Task objective. Please transcribe every record below exactly, leaving out the pictures.

--- START ---

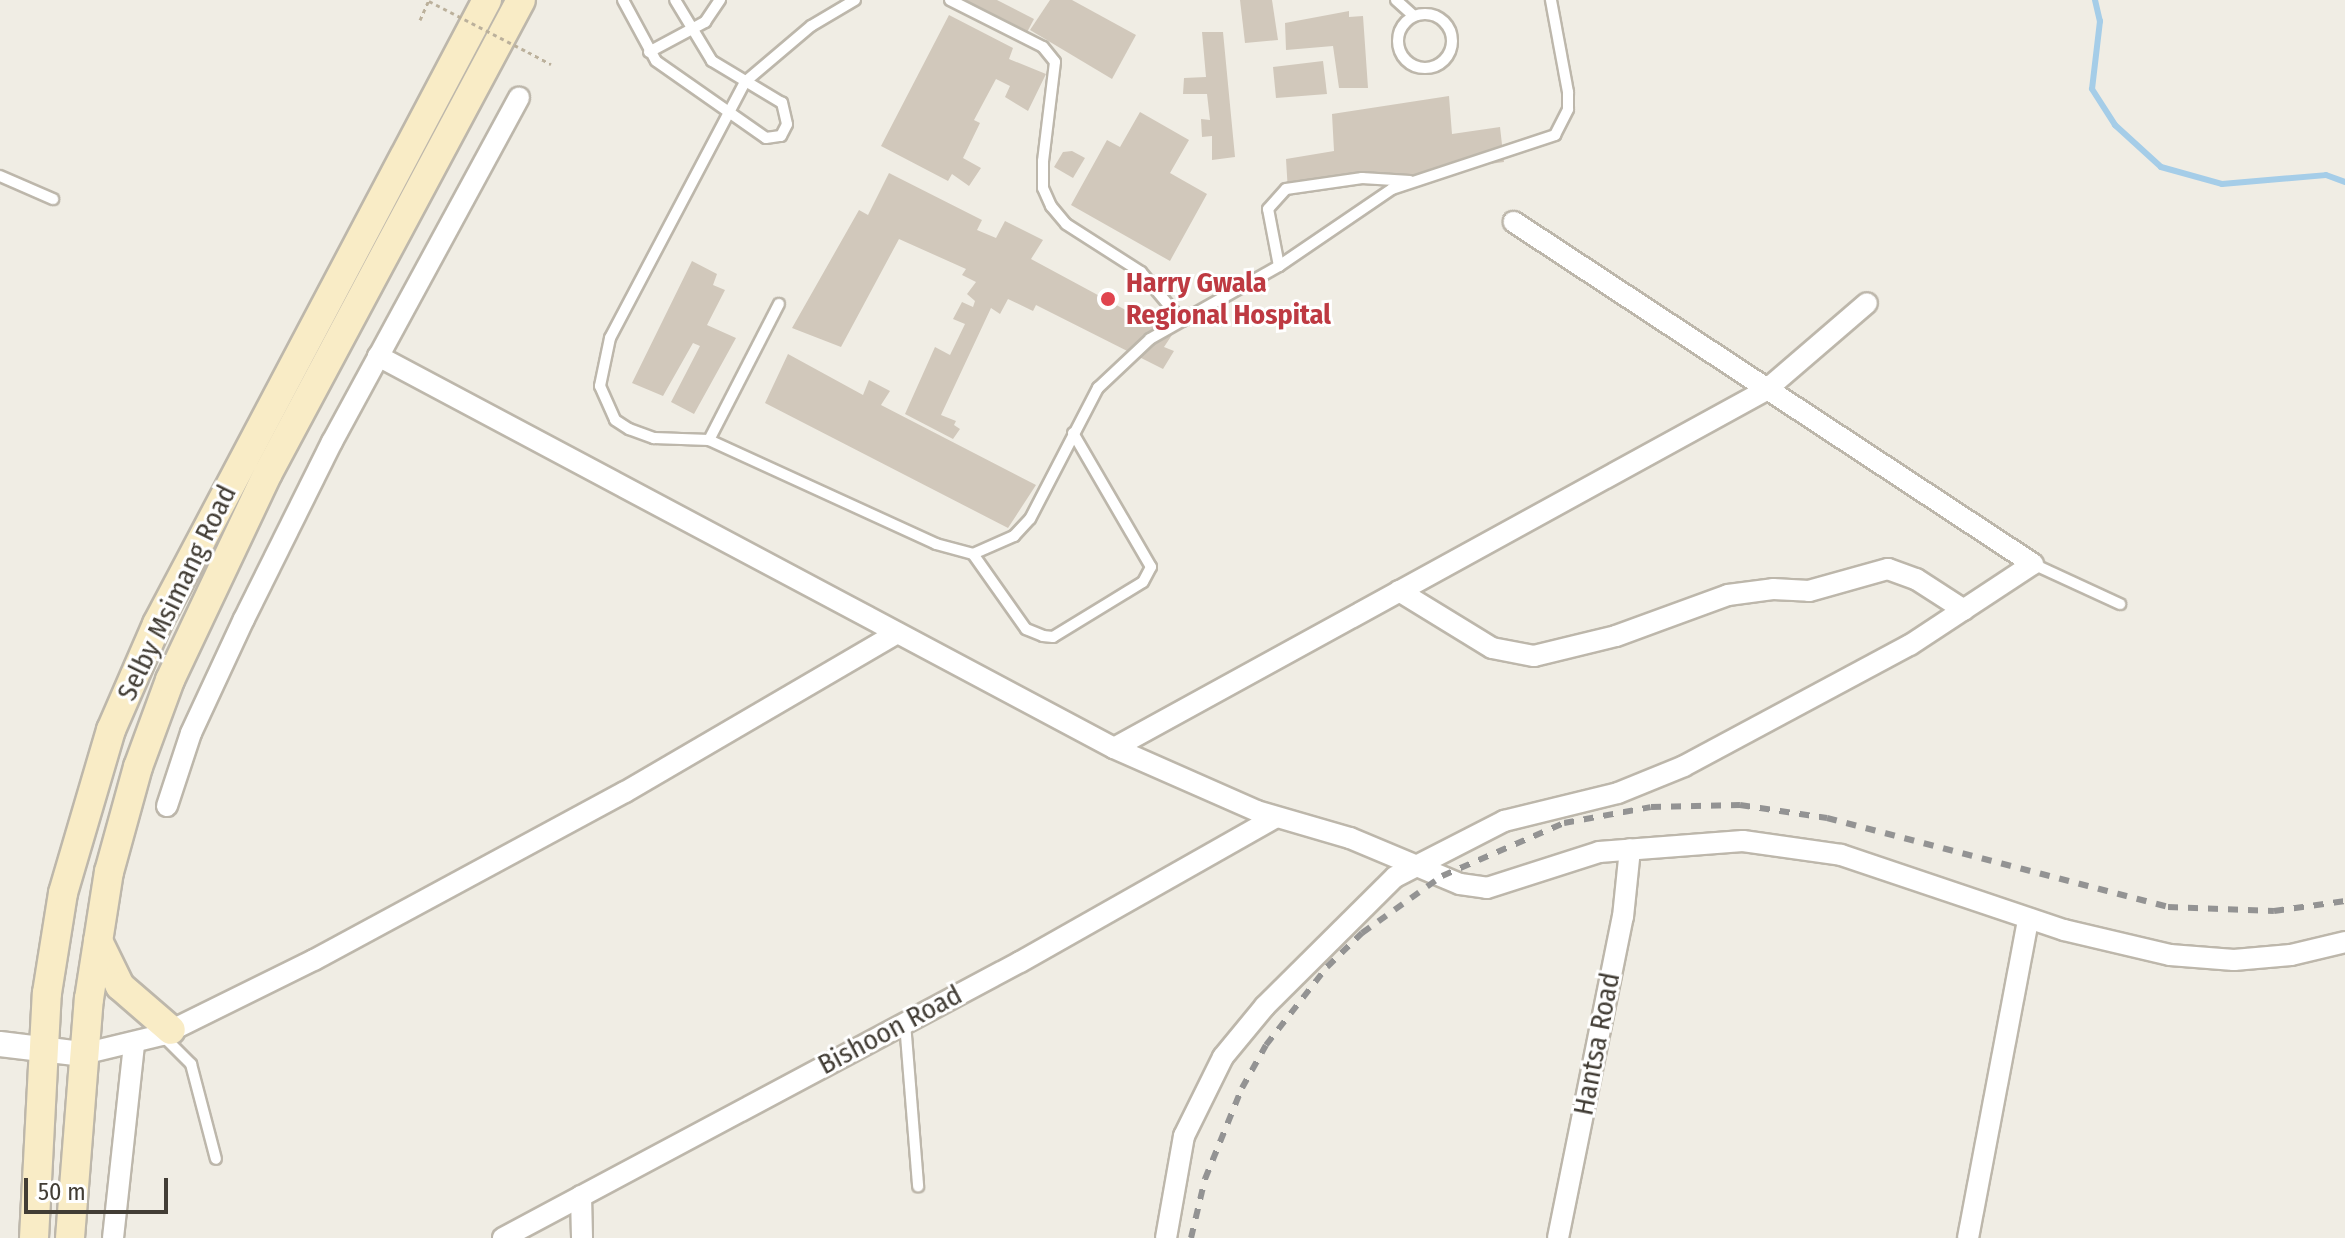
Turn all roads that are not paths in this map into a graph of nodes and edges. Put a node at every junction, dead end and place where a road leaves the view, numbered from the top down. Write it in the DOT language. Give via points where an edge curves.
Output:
graph roads {
  1 [pos="487,0"];
  2 [pos="521,0"];
  3 [pos="623,0"];
  4 [pos="675,0"];
  5 [pos="720,0"];
  6 [pos="855,0"];
  7 [pos="950,0"];
  8 [pos="1396,0"];
  9 [pos="1551,0"];
  10 [pos="1414,16"];
  11 [pos="690,30"];
  12 [pos="649,52"];
  13 [pos="745,82"];
  14 [pos="519,98"];
  15 [pos="730,112"];
  16 [pos="0,176"];
  17 [pos="1415,181"];
  18 [pos="53,199"];
  19 [pos="1514,222"];
  20 [pos="1279,266"];
  21 [pos="1867,303"];
  22 [pos="779,304"];
  23 [pos="1182,321"];
  24 [pos="378,356"];
  25 [pos="1766,390"];
  26 [pos="1073,433"];
  27 [pos="709,440"];
  28 [pos="973,554"];
  29 [pos="2033,564"];
  30 [pos="1399,591"];
  31 [pos="2120,604"];
  32 [pos="1964,610"];
  33 [pos="897,633"];
  34 [pos="1114,748"];
  35 [pos="167,806"];
  36 [pos="1275,818"];
  37 [pos="1630,849"];
  38 [pos="1416,864"];
  39 [pos="2028,919"];
  40 [pos="97,941"];
  41 [pos="2345,942"];
  42 [pos="905,1023"];
  43 [pos="167,1032"];
  44 [pos="0,1044"];
  45 [pos="134,1044"];
  46 [pos="44,1052"];
  47 [pos="83,1054"];
  48 [pos="216,1159"];
  49 [pos="918,1186"];
  50 [pos="581,1196"];
  51 [pos="34,1238"];
  52 [pos="70,1238"];
  53 [pos="113,1238"];
  54 [pos="503,1238"];
  55 [pos="582,1238"];
  56 [pos="1166,1238"];
  57 [pos="1558,1238"];
  58 [pos="1968,1238"];
  1 -- 46 [label="main road, Selby Msimang Road" via="157,624 111,730 63,893"];
  2 -- 40 [label="main road, Selby Msimang Road" via="374,269 209,590 138,767 109,872"];
  3 -- 12 [label="lane"];
  4 -- 11 [label="lane"];
  5 -- 11 [label="lane" via="711,17"];
  6 -- 13 [label="lane" via="811,26"];
  7 -- 23 [label="lane" via="1043,47 1055,62 1043,161 1043,188 1051,206 1066,224 1141,272"];
  8 -- 10 [label="lane"];
  9 -- 17 [label="lane" via="1568,92 1568,109 1555,135"];
  10 -- 10 [label="lane" via="1428,13 1450,29 1448,56 1437,65 1410,63 1401,52 1403,25"];
  11 -- 12 [label="lane"];
  11 -- 13 [label="lane" via="712,61"];
  12 -- 15 [label="lane" via="687,87"];
  13 -- 15 [label="lane"];
  13 -- 15 [label="lane" via="782,103 785,130 776,139 766,138"];
  14 -- 24 [label="street"];
  15 -- 27 [label="lane" via="601,364 600,386 615,420 654,438"];
  16 -- 18 [label="lane"];
  17 -- 20 [label="lane" via="1353,212"];
  17 -- 20 [label="lane" via="1362,178 1286,189 1268,209"];
  19 -- 25 [label="street"];
  20 -- 23 [label="lane"];
  21 -- 25 [label="street"];
  22 -- 27 [label="lane"];
  23 -- 26 [label="lane" via="1119,364 1098,388"];
  24 -- 33 [label="street"];
  24 -- 35 [label="street" via="208,693"];
  25 -- 29 [label="street"];
  25 -- 30 [label="street"];
  26 -- 28 [label="lane" via="1030,519 1014,536"];
  26 -- 28 [label="lane" via="1151,567 1143,582 1053,637 1043,636 1026,629"];
  27 -- 28 [label="lane" via="936,544"];
  29 -- 31 [label="lane"];
  29 -- 32 [label="street"];
  30 -- 32 [label="street" via="1492,648 1534,656 1616,636 1728,595 1809,591 1888,569 1916,579"];
  30 -- 34 [label="street"];
  32 -- 38 [label="street" via="1795,709 1655,781 1504,821"];
  33 -- 34 [label="street"];
  33 -- 43 [label="street" via="625,792 314,960"];
  34 -- 36 [label="street"];
  36 -- 38 [label="street"];
  36 -- 42 [label="street, Bishoon Road"];
  37 -- 38 [label="street" via="1575,858 1487,888 1460,884"];
  37 -- 39 [label="street" via="1706,841 1785,845 1885,868"];
  37 -- 57 [label="street, Hantsa Road" via="1623,917"];
  38 -- 56 [label="street" via="1363,904 1223,1057 1184,1136"];
  39 -- 41 [label="street" via="2139,949 2206,959 2291,955"];
  39 -- 58 [label="street"];
  40 -- 43 [label="main road" via="120,986"];
  40 -- 47 [label="main road, Selby Msimang Road"];
  42 -- 49 [label="lane"];
  42 -- 50 [label="street, Bishoon Road"];
  43 -- 45 [label="street"];
  43 -- 48 [label="lane" via="191,1064"];
  44 -- 46 [label="street"];
  45 -- 47 [label="street"];
  45 -- 53 [label="street"];
  46 -- 47 [label="street"];
  46 -- 51 [label="main road, Selby Msimang Road"];
  47 -- 52 [label="main road, Selby Msimang Road"];
  50 -- 54 [label="street, Bishoon Road"];
  50 -- 55 [label="street"];
}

--- END ---

The completed task.
Turn all roads that are not paths in this map into a graph of nodes and edges. Put a node at every junction, dead end and place where a road leaves the view, numbered from the top down. Write it in the DOT language. Give via points where an edge curves.
Output:
graph roads {
  1 [pos="487,0"];
  2 [pos="521,0"];
  3 [pos="623,0"];
  4 [pos="675,0"];
  5 [pos="720,0"];
  6 [pos="855,0"];
  7 [pos="950,0"];
  8 [pos="1396,0"];
  9 [pos="1551,0"];
  10 [pos="1414,16"];
  11 [pos="690,30"];
  12 [pos="649,52"];
  13 [pos="745,82"];
  14 [pos="519,98"];
  15 [pos="730,112"];
  16 [pos="0,176"];
  17 [pos="1415,181"];
  18 [pos="53,199"];
  19 [pos="1514,222"];
  20 [pos="1279,266"];
  21 [pos="1867,303"];
  22 [pos="779,304"];
  23 [pos="1182,321"];
  24 [pos="378,356"];
  25 [pos="1766,390"];
  26 [pos="1073,433"];
  27 [pos="709,440"];
  28 [pos="973,554"];
  29 [pos="2033,564"];
  30 [pos="1399,591"];
  31 [pos="2120,604"];
  32 [pos="1964,610"];
  33 [pos="897,633"];
  34 [pos="1114,748"];
  35 [pos="167,806"];
  36 [pos="1275,818"];
  37 [pos="1630,849"];
  38 [pos="1416,864"];
  39 [pos="2028,919"];
  40 [pos="97,941"];
  41 [pos="2345,942"];
  42 [pos="905,1023"];
  43 [pos="167,1032"];
  44 [pos="0,1044"];
  45 [pos="134,1044"];
  46 [pos="44,1052"];
  47 [pos="83,1054"];
  48 [pos="216,1159"];
  49 [pos="918,1186"];
  50 [pos="581,1196"];
  51 [pos="34,1238"];
  52 [pos="70,1238"];
  53 [pos="113,1238"];
  54 [pos="503,1238"];
  55 [pos="582,1238"];
  56 [pos="1166,1238"];
  57 [pos="1558,1238"];
  58 [pos="1968,1238"];
  1 -- 46 [label="main road, Selby Msimang Road" via="157,624 111,730 63,893"];
  2 -- 40 [label="main road, Selby Msimang Road" via="374,269 209,590 138,767 109,872"];
  3 -- 12 [label="lane"];
  4 -- 11 [label="lane"];
  5 -- 11 [label="lane" via="711,17"];
  6 -- 13 [label="lane" via="811,26"];
  7 -- 23 [label="lane" via="1043,47 1055,62 1043,161 1043,188 1051,206 1066,224 1141,272"];
  8 -- 10 [label="lane"];
  9 -- 17 [label="lane" via="1568,92 1568,109 1555,135"];
  10 -- 10 [label="lane" via="1428,13 1450,29 1448,56 1437,65 1410,63 1401,52 1403,25"];
  11 -- 12 [label="lane"];
  11 -- 13 [label="lane" via="712,61"];
  12 -- 15 [label="lane" via="687,87"];
  13 -- 15 [label="lane"];
  13 -- 15 [label="lane" via="782,103 785,130 776,139 766,138"];
  14 -- 24 [label="street"];
  15 -- 27 [label="lane" via="601,364 600,386 615,420 654,438"];
  16 -- 18 [label="lane"];
  17 -- 20 [label="lane" via="1353,212"];
  17 -- 20 [label="lane" via="1362,178 1286,189 1268,209"];
  19 -- 25 [label="street"];
  20 -- 23 [label="lane"];
  21 -- 25 [label="street"];
  22 -- 27 [label="lane"];
  23 -- 26 [label="lane" via="1119,364 1098,388"];
  24 -- 33 [label="street"];
  24 -- 35 [label="street" via="208,693"];
  25 -- 29 [label="street"];
  25 -- 30 [label="street"];
  26 -- 28 [label="lane" via="1030,519 1014,536"];
  26 -- 28 [label="lane" via="1151,567 1143,582 1053,637 1043,636 1026,629"];
  27 -- 28 [label="lane" via="936,544"];
  29 -- 31 [label="lane"];
  29 -- 32 [label="street"];
  30 -- 32 [label="street" via="1492,648 1534,656 1616,636 1728,595 1809,591 1888,569 1916,579"];
  30 -- 34 [label="street"];
  32 -- 38 [label="street" via="1795,709 1655,781 1504,821"];
  33 -- 34 [label="street"];
  33 -- 43 [label="street" via="625,792 314,960"];
  34 -- 36 [label="street"];
  36 -- 38 [label="street"];
  36 -- 42 [label="street, Bishoon Road"];
  37 -- 38 [label="street" via="1575,858 1487,888 1460,884"];
  37 -- 39 [label="street" via="1706,841 1785,845 1885,868"];
  37 -- 57 [label="street, Hantsa Road" via="1623,917"];
  38 -- 56 [label="street" via="1363,904 1223,1057 1184,1136"];
  39 -- 41 [label="street" via="2139,949 2206,959 2291,955"];
  39 -- 58 [label="street"];
  40 -- 43 [label="main road" via="120,986"];
  40 -- 47 [label="main road, Selby Msimang Road"];
  42 -- 49 [label="lane"];
  42 -- 50 [label="street, Bishoon Road"];
  43 -- 45 [label="street"];
  43 -- 48 [label="lane" via="191,1064"];
  44 -- 46 [label="street"];
  45 -- 47 [label="street"];
  45 -- 53 [label="street"];
  46 -- 47 [label="street"];
  46 -- 51 [label="main road, Selby Msimang Road"];
  47 -- 52 [label="main road, Selby Msimang Road"];
  50 -- 54 [label="street, Bishoon Road"];
  50 -- 55 [label="street"];
}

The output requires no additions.